Collected data entries:
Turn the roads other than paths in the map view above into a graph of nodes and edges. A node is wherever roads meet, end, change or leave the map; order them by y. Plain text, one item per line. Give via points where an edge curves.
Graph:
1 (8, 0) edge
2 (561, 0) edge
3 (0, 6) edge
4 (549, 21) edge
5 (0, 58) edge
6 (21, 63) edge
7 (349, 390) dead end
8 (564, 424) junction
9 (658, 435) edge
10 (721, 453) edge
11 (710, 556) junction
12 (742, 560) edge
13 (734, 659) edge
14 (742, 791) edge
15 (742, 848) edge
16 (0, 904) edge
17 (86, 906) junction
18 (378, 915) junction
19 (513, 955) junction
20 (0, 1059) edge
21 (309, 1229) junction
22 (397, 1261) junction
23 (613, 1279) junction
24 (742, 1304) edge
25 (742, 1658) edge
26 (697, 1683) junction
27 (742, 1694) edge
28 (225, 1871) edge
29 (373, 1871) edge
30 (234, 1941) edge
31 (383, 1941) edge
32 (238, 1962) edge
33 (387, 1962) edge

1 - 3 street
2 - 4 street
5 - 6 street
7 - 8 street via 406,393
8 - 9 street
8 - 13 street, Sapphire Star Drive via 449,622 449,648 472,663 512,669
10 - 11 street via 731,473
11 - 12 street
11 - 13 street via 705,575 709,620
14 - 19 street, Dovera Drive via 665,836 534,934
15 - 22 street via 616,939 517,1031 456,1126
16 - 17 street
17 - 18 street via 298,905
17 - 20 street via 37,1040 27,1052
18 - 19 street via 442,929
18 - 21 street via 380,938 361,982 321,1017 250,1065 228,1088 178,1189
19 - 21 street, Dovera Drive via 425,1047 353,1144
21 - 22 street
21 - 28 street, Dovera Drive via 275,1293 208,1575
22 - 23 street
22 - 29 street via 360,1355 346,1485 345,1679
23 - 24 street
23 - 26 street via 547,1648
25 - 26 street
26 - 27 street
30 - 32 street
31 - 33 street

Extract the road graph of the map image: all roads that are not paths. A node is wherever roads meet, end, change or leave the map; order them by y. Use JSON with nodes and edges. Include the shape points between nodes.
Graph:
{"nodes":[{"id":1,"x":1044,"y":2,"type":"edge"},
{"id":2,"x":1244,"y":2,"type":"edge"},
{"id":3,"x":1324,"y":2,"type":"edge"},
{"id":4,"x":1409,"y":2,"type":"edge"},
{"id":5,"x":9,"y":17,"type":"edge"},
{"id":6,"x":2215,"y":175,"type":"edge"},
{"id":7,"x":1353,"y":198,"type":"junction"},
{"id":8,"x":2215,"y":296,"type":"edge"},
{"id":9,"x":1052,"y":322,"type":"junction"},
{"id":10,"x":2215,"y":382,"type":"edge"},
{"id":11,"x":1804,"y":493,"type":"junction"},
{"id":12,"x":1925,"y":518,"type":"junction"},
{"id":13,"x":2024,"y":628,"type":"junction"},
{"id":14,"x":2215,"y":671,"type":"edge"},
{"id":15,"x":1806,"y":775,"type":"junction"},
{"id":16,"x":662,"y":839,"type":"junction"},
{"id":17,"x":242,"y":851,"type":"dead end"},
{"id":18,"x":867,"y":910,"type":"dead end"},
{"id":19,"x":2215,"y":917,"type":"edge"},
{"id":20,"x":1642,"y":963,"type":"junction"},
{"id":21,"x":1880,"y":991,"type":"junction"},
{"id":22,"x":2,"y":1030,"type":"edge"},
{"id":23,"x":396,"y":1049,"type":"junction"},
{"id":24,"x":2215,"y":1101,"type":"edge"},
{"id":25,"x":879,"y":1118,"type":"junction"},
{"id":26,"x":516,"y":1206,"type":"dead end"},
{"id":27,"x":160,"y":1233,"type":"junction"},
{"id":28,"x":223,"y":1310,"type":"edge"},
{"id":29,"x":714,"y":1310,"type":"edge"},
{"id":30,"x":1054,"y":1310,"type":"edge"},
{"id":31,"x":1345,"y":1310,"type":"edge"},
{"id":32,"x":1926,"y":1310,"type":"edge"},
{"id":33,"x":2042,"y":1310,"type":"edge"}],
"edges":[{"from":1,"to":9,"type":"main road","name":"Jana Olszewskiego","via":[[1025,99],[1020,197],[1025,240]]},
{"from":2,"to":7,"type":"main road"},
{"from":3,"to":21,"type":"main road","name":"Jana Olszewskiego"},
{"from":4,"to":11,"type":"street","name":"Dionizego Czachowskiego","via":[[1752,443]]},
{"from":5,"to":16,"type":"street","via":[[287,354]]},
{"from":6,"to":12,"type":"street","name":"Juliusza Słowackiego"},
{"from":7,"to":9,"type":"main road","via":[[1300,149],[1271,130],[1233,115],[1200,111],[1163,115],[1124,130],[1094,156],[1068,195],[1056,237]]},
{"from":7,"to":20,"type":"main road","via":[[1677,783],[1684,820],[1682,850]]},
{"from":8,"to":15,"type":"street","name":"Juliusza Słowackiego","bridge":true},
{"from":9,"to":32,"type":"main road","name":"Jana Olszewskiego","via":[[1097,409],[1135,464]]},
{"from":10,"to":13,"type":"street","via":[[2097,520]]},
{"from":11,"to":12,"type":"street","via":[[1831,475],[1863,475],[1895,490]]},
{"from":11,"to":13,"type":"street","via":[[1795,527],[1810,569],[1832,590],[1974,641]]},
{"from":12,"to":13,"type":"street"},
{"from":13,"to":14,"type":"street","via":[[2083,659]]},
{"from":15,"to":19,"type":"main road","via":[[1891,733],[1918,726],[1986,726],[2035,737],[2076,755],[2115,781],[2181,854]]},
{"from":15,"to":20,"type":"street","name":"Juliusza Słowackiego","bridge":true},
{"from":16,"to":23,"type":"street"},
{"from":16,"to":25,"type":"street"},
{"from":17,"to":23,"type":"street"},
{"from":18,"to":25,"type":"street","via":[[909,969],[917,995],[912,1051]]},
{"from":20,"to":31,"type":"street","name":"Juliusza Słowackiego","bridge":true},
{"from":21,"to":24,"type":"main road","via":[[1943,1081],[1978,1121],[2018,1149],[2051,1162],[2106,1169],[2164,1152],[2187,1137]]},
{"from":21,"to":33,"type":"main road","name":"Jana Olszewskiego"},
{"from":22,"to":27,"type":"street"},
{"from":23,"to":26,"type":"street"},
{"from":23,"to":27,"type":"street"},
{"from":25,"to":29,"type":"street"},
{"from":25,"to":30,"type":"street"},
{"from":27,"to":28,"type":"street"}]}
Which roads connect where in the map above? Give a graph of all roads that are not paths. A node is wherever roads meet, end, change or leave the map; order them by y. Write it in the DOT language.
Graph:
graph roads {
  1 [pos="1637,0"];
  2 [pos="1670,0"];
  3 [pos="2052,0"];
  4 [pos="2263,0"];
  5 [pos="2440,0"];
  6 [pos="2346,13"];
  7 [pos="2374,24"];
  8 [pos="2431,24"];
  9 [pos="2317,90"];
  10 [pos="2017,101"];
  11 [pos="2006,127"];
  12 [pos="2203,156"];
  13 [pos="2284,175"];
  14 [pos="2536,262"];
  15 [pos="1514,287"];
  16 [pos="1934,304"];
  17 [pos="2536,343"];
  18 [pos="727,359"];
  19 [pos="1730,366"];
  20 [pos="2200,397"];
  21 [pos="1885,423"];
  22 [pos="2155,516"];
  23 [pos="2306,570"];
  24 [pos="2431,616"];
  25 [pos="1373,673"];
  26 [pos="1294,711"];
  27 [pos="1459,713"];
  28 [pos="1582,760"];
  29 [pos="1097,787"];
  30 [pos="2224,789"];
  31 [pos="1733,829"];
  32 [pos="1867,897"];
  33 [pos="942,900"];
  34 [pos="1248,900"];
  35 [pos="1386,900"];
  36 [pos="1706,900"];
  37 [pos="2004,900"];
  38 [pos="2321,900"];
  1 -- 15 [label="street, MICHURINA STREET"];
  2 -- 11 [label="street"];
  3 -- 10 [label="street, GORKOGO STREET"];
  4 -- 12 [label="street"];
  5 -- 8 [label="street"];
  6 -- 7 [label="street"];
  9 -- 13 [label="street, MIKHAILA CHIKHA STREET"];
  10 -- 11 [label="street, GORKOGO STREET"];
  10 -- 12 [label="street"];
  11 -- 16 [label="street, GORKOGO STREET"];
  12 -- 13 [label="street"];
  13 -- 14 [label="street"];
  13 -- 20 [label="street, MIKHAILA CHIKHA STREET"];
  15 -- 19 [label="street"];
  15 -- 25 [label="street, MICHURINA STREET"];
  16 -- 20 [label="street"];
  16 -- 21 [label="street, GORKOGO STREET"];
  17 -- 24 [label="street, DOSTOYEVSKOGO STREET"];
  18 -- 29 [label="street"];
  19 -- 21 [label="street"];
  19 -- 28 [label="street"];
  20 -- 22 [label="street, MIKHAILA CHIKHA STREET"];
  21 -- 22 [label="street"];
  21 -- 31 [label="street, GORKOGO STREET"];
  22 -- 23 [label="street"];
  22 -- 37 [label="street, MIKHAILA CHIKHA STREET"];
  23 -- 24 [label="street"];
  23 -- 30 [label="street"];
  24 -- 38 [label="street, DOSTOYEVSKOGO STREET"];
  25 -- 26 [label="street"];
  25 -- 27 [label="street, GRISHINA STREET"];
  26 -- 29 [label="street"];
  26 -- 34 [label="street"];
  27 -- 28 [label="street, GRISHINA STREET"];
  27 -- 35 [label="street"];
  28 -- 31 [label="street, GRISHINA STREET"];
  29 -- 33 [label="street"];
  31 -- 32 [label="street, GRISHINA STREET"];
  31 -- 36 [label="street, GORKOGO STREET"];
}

* _What to produce_: Go through the data above and find the lines with the word "roads". Copy each of those lines.

* _Task result_:
Turn the roads other than paths in the map view above into a graph of nodes and edges. A node is wherever roads meet, end, change or leave the map; order them by y. Plain text, one item per line. Give via points where an edge curves.
Extract the road graph of the map image: all roads that are not paths. A node is wherever roads meet, end, change or leave the map; order them by y. Use JSON with nodes and edges. Include the shape points between nodes.
Which roads connect where in the map above? Give a graph of all roads that are not paths. A node is wherever roads meet, end, change or leave the map; order them by y. Write it in the DOT language.
graph roads {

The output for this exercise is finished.